1. Should we parallelize?
Hi! My name is Nabeel. Welcome to this course. Before we dive into parallelization let's ask ourselves: should we parallelize?
2. Let's construct a building
To answer this question, let's look at an example. Consider the construction of a building. We can only build floor two after floor one. This is a sequential problem, as we have to go in sequence.
Now consider installing windows to the finished concrete structure. This is a parallel task. We can install any number of windows at any given time, and the outcomes don't interfere with each other.
We can apply the same principle to computations.
3. The sequential-parallel scale
We could visualize a sequential-parallel scale, and place on it various computational tasks.
Tasks towards the right are easily parallelized. These include reading data, creating new variables, etc.

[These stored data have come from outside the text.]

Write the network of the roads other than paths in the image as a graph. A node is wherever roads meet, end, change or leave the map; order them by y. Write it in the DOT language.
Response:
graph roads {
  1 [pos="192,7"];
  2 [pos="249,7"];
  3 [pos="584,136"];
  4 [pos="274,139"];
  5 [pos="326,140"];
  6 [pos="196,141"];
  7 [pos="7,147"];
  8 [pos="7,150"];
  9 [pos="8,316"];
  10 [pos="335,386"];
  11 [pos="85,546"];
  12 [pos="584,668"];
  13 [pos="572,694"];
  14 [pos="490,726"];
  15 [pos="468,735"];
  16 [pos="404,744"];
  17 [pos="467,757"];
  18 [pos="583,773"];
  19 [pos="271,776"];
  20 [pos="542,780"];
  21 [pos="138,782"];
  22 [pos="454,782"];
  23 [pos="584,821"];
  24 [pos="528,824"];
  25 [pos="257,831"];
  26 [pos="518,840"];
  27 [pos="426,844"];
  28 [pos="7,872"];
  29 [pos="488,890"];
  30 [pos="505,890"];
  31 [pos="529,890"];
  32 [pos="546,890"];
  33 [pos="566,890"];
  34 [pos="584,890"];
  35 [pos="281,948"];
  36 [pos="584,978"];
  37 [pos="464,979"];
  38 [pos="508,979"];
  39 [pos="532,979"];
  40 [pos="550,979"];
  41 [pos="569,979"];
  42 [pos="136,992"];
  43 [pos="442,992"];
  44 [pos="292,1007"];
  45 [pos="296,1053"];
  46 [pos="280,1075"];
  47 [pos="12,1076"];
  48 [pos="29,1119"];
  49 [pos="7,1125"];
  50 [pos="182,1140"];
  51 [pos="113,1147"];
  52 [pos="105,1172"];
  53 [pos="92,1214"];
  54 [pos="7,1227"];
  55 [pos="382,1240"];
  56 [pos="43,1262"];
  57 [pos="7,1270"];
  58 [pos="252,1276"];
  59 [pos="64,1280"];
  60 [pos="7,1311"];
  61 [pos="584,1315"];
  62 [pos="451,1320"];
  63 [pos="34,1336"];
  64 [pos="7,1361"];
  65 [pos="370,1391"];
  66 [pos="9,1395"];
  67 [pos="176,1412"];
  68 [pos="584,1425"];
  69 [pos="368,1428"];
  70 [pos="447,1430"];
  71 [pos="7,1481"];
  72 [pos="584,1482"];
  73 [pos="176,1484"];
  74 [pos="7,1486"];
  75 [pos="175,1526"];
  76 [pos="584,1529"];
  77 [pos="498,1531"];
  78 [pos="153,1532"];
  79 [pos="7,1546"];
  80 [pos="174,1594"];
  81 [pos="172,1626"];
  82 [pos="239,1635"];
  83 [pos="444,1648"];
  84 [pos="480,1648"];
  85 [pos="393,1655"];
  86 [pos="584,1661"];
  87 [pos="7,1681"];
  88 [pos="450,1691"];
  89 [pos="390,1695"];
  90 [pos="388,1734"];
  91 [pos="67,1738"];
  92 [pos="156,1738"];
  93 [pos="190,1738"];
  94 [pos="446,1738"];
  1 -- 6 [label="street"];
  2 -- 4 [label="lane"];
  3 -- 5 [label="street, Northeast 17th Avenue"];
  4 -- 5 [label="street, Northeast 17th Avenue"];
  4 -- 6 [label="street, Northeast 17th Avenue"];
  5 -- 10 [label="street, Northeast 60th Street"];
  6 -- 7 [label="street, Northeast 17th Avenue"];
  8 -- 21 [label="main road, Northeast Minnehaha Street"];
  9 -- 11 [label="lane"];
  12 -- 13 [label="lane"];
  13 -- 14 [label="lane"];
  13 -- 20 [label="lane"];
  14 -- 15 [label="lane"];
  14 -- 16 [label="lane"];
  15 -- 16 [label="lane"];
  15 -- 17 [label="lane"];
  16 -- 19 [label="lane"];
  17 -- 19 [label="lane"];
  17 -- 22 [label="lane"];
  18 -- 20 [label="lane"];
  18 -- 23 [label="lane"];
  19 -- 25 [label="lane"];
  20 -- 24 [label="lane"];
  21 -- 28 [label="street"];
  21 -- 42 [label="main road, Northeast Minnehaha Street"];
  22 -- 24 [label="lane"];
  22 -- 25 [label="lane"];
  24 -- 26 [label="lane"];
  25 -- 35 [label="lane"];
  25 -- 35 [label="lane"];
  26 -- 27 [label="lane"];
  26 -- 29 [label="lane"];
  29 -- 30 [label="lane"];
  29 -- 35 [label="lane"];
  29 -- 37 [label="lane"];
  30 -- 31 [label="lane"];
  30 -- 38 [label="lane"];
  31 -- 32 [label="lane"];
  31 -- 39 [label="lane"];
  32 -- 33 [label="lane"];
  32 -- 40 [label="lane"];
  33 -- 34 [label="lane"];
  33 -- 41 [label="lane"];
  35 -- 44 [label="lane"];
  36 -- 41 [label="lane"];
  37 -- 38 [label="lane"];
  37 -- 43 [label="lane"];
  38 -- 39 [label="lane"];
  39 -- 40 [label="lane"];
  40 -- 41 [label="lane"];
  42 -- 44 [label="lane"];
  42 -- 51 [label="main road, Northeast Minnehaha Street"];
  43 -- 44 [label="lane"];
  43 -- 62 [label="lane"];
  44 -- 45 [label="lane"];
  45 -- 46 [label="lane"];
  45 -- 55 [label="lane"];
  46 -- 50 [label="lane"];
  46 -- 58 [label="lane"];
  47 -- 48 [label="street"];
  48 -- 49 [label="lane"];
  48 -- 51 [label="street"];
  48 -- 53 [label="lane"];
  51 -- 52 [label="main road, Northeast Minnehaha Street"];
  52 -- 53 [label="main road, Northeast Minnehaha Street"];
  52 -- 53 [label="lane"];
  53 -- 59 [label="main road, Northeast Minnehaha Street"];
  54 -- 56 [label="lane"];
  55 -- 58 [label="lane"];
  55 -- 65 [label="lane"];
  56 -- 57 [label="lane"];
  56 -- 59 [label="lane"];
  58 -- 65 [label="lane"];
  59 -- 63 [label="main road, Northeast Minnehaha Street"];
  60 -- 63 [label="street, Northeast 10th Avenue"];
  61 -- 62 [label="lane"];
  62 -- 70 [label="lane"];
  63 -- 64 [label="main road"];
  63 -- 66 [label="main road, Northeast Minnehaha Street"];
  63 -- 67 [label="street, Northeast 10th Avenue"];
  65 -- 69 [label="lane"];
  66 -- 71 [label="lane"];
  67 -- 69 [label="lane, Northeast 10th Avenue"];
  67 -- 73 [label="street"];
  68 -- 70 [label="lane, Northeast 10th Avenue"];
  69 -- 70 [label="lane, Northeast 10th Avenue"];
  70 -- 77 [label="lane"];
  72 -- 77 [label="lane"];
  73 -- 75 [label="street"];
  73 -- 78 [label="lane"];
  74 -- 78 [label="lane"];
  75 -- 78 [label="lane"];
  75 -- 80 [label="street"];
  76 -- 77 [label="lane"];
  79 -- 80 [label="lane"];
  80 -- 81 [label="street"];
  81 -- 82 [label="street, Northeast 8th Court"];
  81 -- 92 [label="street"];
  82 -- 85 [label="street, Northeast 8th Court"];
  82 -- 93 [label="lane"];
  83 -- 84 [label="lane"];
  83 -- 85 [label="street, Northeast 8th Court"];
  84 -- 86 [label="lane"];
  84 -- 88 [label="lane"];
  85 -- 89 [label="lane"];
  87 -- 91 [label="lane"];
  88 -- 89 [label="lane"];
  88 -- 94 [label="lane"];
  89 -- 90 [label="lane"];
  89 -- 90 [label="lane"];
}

If we take the square root of all numbers in a list, each output is independent of others.
Tasks on the left side of the scale are harder to parallelize. We need to know the sum of all preceding numbers to compute the cumulative sum up to some number.

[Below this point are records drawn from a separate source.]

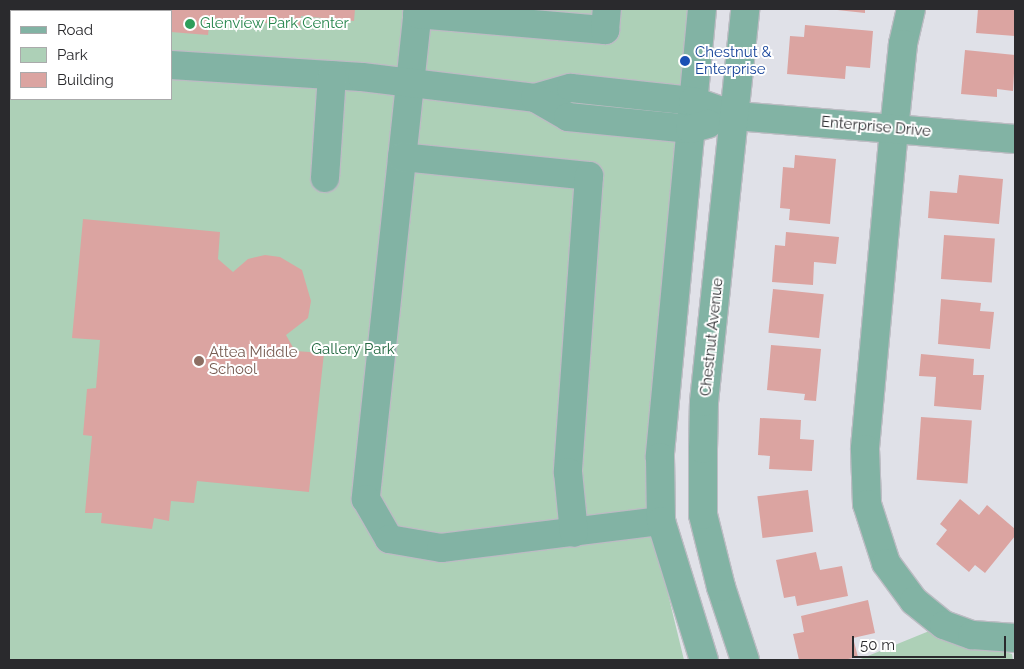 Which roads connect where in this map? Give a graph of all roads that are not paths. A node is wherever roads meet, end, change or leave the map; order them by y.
1 (607, 9) edge
2 (702, 9) edge
3 (745, 9) edge
4 (911, 9) edge
5 (418, 12) edge
6 (172, 65) edge
7 (332, 75) junction
8 (411, 81) junction
9 (535, 98) junction
10 (692, 101) junction
11 (736, 116) junction
12 (690, 129) junction
13 (894, 129) junction
14 (1015, 139) edge
15 (402, 158) junction
16 (325, 178) dead end
17 (661, 521) junction
18 (574, 533) junction
19 (1015, 638) edge
20 (704, 660) edge
21 (745, 660) edge

1 - 5 street
2 - 10 street
3 - 11 street, Chestnut Avenue
4 - 13 street
5 - 8 street
6 - 7 street
7 - 8 street
7 - 16 street
8 - 9 street
8 - 15 street
9 - 10 street
9 - 12 street
10 - 11 street
10 - 12 street
11 - 12 street
11 - 13 street, Enterprise Drive
11 - 21 street, Chestnut Avenue
12 - 17 street
13 - 14 street, Enterprise Drive
13 - 19 street
15 - 18 street
15 - 18 street
17 - 18 street
17 - 20 street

4. A classic numerical operation
Let's take the example of square roots.
We take numbers from one to a million. The lapply function takes a list of inputs and applies a function to all of them. Here we apply square root onto the numbers. We note the time before and after execution using Sys-dot-time. So how much time does this take? About a second.
Now, what would this computation look like in parallel?
5. How could we parallelize the square root?
We can split the numbers into five groups.
6. How could we parallelize the square root?
We send each group to an available "worker".
These workers are also referred to as cores. These are subunits of our CPU that can perform computations independently. Most modern computers have multiple cores, we have arbitrarily chosen three.
Collectively, the cores are called a cluster.
Please note that the last two groups of numbers cannot be assigned to a core, because all cores are busy. These groups will wait until one of the cores has completed its current job.
7. How could we parallelize the square root?
And finally we collect the results from each core.
8. A parallelized numerical operation
How can we program this?
We load the parallel package and make a cluster of three cores.
We use the parallel version of lapply, helpfully called parLapply. This function uses our cluster to map square root to the million numbers. The splitting and combining is handled by parLapply behind the scenes.
Once done, we stop the cluster.
We note the time difference and it has reduced by about 20%. Not bad, but not exactly three times faster. To explain why, we need to go back to our parallel flow chart.
9. Not as fast as we expected
The gain in execution speed is countered by extra computations.
10. Not as fast as we expected
parLapply has to split the data.
11. Not as fast as we expected
Copy a subgroup to available cores.
12. Not as fast as we expected
And combine all the results.
13. Not as fast as we expected
Some computational resources are also spent orchestrating this whole process. This is why we usually do not use all available cores. The square root itself is so quick that parallel execution only results in a moderate speed boost.
14. So, should we parallelize?
We can now answer the question we posed at the beginning of this video: should we parallelize? Well, it's a balancing act.
Given a sufficiently complex task, parallel code will be faster. It will be cost efficient because it will harness all the hardware.
Though, we will need parallel programming skills. But hey, that's not a problem for us!
Extra RAM or memory is required when splitting because multiple copies of the data are made.
During this course we will address these cons to get the best outcomes.
15. Let's practice!
For now, let's practice the concepts we learned.